How to complete this task – How many of the lines below contain the word "dead"? Only the number is wanted.

Items listed in a dataset
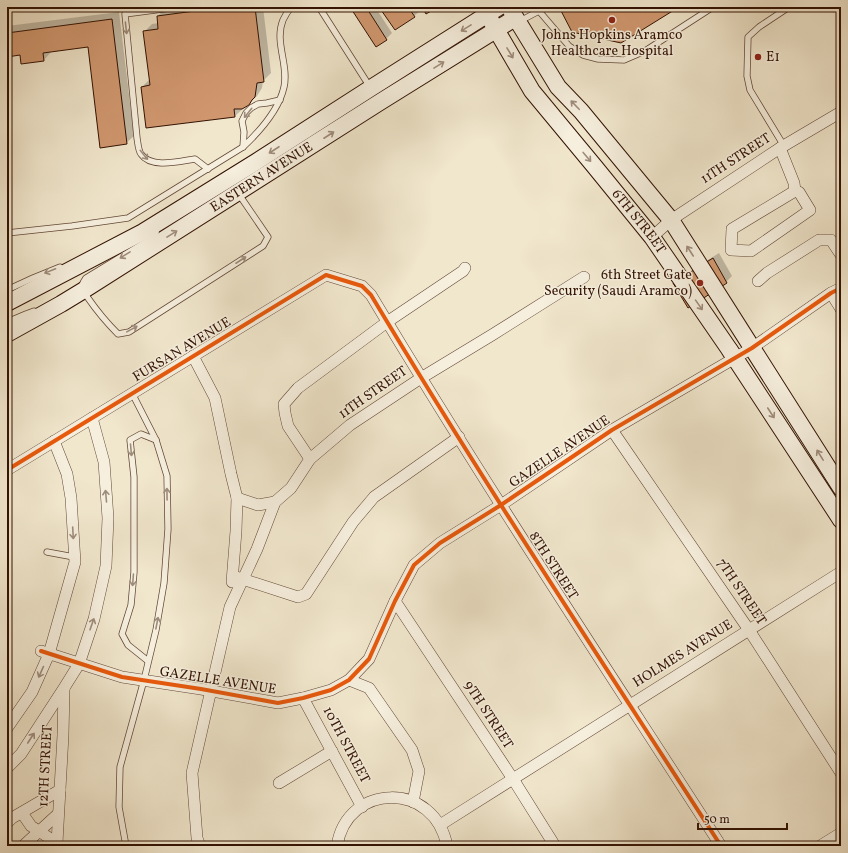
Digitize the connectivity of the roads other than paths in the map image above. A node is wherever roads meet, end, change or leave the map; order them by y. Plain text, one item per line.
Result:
1 (178, 7) edge
2 (291, 7) edge
3 (320, 7) edge
4 (713, 7) edge
5 (789, 7) edge
6 (490, 9) edge
7 (540, 9) edge
8 (514, 16) edge
9 (496, 30) junction
10 (375, 95) junction
11 (280, 100) junction
12 (841, 112) edge
13 (243, 147) junction
14 (782, 147) junction
15 (208, 169) junction
16 (213, 188) junction
17 (234, 188) junction
18 (795, 191) junction
19 (176, 212) junction
20 (671, 220) junction
21 (7, 233) edge
22 (652, 237) junction
23 (113, 248) junction
24 (841, 255) edge
25 (72, 262) dead end
26 (66, 265) dead end
27 (465, 268) dead end
28 (584, 277) dead end
29 (758, 281) dead end
30 (841, 288) edge
31 (7, 290) edge
32 (84, 290) junction
33 (831, 293) junction
34 (371, 295) joint
35 (7, 303) edge
36 (61, 304) junction
37 (841, 309) edge
38 (7, 322) edge
39 (387, 322) junction
40 (7, 334) edge
41 (752, 348) junction
42 (193, 356) junction
43 (735, 358) junction
44 (421, 378) junction
45 (132, 393) junction
46 (92, 418) junction
47 (612, 430) junction
48 (458, 438) junction
49 (156, 440) junction
50 (54, 441) junction
51 (310, 459) junction
52 (7, 470) edge
53 (841, 488) edge
54 (238, 498) junction
55 (275, 502) junction
56 (501, 505) junction
57 (841, 520) edge
58 (47, 552) dead end
59 (74, 557) junction
60 (841, 572) edge
61 (237, 578) junction
62 (395, 601) junction
63 (749, 630) junction
64 (45, 653) junction
65 (148, 661) junction
66 (79, 664) junction
67 (144, 680) junction
68 (349, 680) junction
69 (64, 688) junction
70 (210, 690) junction
71 (303, 698) junction
72 (630, 705) junction
73 (7, 728) edge
74 (332, 750) junction
75 (7, 768) edge
76 (841, 773) edge
77 (513, 779) junction
78 (279, 783) dead end
79 (60, 790) junction
80 (413, 802) junction
81 (362, 807) junction
82 (22, 813) junction
83 (58, 814) junction
84 (7, 823) edge
85 (440, 825) junction
86 (39, 832) junction
87 (841, 833) edge
88 (57, 844) edge
89 (23, 846) edge
90 (126, 846) edge
91 (200, 846) edge
92 (337, 846) edge
93 (447, 846) edge
94 (555, 846) edge
95 (720, 846) edge
96 (820, 846) edge

1 -> 15 lane
2 - 11 lane
3 - 10 lane
4 - 7 lane
5 - 14 lane
6 - 9 main road, 6TH STREET
6 -> 10 main road, EASTERN AVENUE
7 - 8 lane
8 - 9 main road, EASTERN AVENUE
20 -> 8 main road, 6TH STREET
10 -> 9 main road, EASTERN AVENUE
9 -> 22 main road, 6TH STREET
10 -> 16 main road, EASTERN AVENUE
17 -> 10 main road, EASTERN AVENUE
11 - 13 lane
11 -> 13 lane
12 - 14 street, 11TH STREET
13 - 15 lane
14 - 18 street
14 - 20 street, 11TH STREET
15 - 21 lane
16 - 17 lane
16 - 19 main road, EASTERN AVENUE
32 -> 17 main road, EASTERN AVENUE
32 -> 17 lane
18 - 18 street
19 - 23 main road, EASTERN AVENUE
19 -> 32 lane
20 - 22 street, 11TH STREET
41 -> 20 main road, 6TH STREET
22 -> 43 main road, 6TH STREET
23 - 25 lane
23 - 35 main road, EASTERN AVENUE
24 - 29 street
26 -> 31 lane
27 - 39 street
28 - 44 street, 11TH STREET
30 - 33 street, GAZELLE AVENUE
32 - 36 main road, EASTERN AVENUE
33 - 37 street
33 - 41 street, GAZELLE AVENUE
34 - 39 street, 8TH STREET
34 - 42 street, FURSAN AVENUE
36 - 38 lane
36 - 40 main road, EASTERN AVENUE
39 - 44 street, 8TH STREET
39 - 51 street
41 - 43 street, GAZELLE AVENUE
53 -> 41 main road, 6TH STREET
42 - 45 street, FURSAN AVENUE
42 - 54 street, 11TH STREET
43 - 47 street, GAZELLE AVENUE
43 -> 57 main road, 6TH STREET
44 - 48 street, 8TH STREET
44 - 51 street, 11TH STREET
45 - 46 street, FURSAN AVENUE
45 - 49 lane
46 - 50 street, FURSAN AVENUE
66 -> 46 street
47 - 56 street, GAZELLE AVENUE
47 - 63 street, 7TH STREET
48 - 56 street, 8TH STREET
48 - 61 street
65 -> 49 lane
49 -> 65 lane
50 - 52 street, FURSAN AVENUE
50 -> 59 street
51 - 55 street, 11TH STREET
54 - 55 street
54 - 61 street, 11TH STREET
55 - 61 street, 11TH STREET
56 - 62 street, GAZELLE AVENUE
56 - 72 street, 8TH STREET
58 - 59 lane
59 - 64 street
60 - 63 street, HOLMES AVENUE
61 - 70 street, 11TH STREET
62 - 68 street, GAZELLE AVENUE
62 - 77 street, 9TH STREET
63 - 72 street, HOLMES AVENUE
63 - 76 street, 7TH STREET
64 - 66 street, GAZELLE AVENUE
64 -> 73 street
65 - 67 lane
66 - 67 street, GAZELLE AVENUE
66 - 69 street
67 - 70 street, GAZELLE AVENUE
67 - 90 lane
68 - 71 street, GAZELLE AVENUE
68 - 80 street
75 -> 69 street
69 - 79 street, 12TH STREET
70 - 71 street, GAZELLE AVENUE
70 - 91 street, 11TH STREET
71 - 74 street, 10TH STREET
72 - 77 street, HOLMES AVENUE
72 - 95 street, 8TH STREET
74 - 78 street
74 - 81 street, 10TH STREET
77 - 85 street, HOLMES AVENUE
77 - 94 street, 9TH STREET
79 - 82 street
79 - 83 street, 12TH STREET
80 - 81 street
80 - 85 street
81 - 92 street
82 - 84 street
82 - 86 street
83 - 86 street
83 - 88 street, 12TH STREET
85 - 93 street
86 - 88 street
86 - 89 street
87 - 96 street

Problem solution – 7